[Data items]
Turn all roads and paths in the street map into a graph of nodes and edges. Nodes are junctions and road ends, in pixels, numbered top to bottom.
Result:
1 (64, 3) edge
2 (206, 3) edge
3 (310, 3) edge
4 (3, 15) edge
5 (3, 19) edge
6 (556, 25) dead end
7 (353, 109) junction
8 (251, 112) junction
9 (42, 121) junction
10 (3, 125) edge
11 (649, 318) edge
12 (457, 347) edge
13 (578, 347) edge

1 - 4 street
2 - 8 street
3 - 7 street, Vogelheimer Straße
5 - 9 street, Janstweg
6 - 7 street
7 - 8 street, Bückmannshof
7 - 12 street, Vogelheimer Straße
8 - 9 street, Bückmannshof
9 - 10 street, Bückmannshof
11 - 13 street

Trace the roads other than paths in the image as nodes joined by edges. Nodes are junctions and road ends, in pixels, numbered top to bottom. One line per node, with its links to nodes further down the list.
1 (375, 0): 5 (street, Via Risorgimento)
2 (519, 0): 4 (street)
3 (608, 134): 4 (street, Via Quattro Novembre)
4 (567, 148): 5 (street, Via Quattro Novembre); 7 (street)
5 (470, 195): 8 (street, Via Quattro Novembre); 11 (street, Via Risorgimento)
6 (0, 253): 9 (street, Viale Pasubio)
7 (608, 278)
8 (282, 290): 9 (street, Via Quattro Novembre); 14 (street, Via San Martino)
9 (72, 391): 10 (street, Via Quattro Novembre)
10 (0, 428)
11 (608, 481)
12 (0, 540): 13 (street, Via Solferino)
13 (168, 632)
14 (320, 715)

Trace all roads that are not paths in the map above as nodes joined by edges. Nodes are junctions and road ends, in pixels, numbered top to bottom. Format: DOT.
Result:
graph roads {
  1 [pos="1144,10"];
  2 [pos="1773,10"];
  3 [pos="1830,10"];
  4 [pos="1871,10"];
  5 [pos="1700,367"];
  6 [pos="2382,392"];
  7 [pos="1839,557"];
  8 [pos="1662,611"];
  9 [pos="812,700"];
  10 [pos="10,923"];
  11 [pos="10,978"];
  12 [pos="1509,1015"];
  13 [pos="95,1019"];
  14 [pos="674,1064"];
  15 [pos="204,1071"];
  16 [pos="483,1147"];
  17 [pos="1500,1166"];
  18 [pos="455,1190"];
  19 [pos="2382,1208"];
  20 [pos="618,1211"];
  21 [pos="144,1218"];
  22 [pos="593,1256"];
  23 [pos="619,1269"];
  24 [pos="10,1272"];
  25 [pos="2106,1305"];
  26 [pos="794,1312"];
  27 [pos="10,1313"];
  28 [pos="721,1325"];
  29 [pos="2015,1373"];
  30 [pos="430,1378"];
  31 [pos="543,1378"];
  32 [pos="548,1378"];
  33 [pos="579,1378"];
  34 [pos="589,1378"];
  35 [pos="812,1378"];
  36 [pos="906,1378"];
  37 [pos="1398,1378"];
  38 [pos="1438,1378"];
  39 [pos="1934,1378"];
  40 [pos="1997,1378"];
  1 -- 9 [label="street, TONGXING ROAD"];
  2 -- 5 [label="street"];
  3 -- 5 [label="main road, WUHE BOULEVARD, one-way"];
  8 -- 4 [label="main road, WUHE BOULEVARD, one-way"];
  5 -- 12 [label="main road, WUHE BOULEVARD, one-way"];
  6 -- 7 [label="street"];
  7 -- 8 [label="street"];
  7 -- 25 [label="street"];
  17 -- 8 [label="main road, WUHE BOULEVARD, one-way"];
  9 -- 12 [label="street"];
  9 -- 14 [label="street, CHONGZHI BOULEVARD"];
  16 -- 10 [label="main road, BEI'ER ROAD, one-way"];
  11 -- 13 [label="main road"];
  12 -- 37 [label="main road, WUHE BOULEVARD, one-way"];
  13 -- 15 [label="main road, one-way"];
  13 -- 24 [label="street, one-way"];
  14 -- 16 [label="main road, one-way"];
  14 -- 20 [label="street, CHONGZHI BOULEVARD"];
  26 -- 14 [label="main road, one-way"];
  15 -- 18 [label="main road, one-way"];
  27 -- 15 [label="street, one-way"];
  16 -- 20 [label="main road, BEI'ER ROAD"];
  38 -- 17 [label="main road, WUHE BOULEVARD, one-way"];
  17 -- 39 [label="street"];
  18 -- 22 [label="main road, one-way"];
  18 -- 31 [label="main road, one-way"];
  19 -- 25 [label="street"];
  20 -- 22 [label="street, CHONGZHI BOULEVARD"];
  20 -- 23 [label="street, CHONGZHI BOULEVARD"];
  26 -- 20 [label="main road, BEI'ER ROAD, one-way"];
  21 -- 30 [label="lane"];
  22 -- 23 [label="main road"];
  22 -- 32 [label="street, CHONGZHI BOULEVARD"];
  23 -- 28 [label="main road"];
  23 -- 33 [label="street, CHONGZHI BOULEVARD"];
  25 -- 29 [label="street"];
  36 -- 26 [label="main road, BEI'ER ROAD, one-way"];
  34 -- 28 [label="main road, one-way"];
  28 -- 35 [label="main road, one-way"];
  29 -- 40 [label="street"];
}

◆ What to work on
Where a line of the records contains the word "WUHE", copy that line.

◆ Completed exercise
  3 -- 5 [label="main road, WUHE BOULEVARD, one-way"];
  8 -- 4 [label="main road, WUHE BOULEVARD, one-way"];
  5 -- 12 [label="main road, WUHE BOULEVARD, one-way"];
  17 -- 8 [label="main road, WUHE BOULEVARD, one-way"];
  12 -- 37 [label="main road, WUHE BOULEVARD, one-way"];
  38 -- 17 [label="main road, WUHE BOULEVARD, one-way"];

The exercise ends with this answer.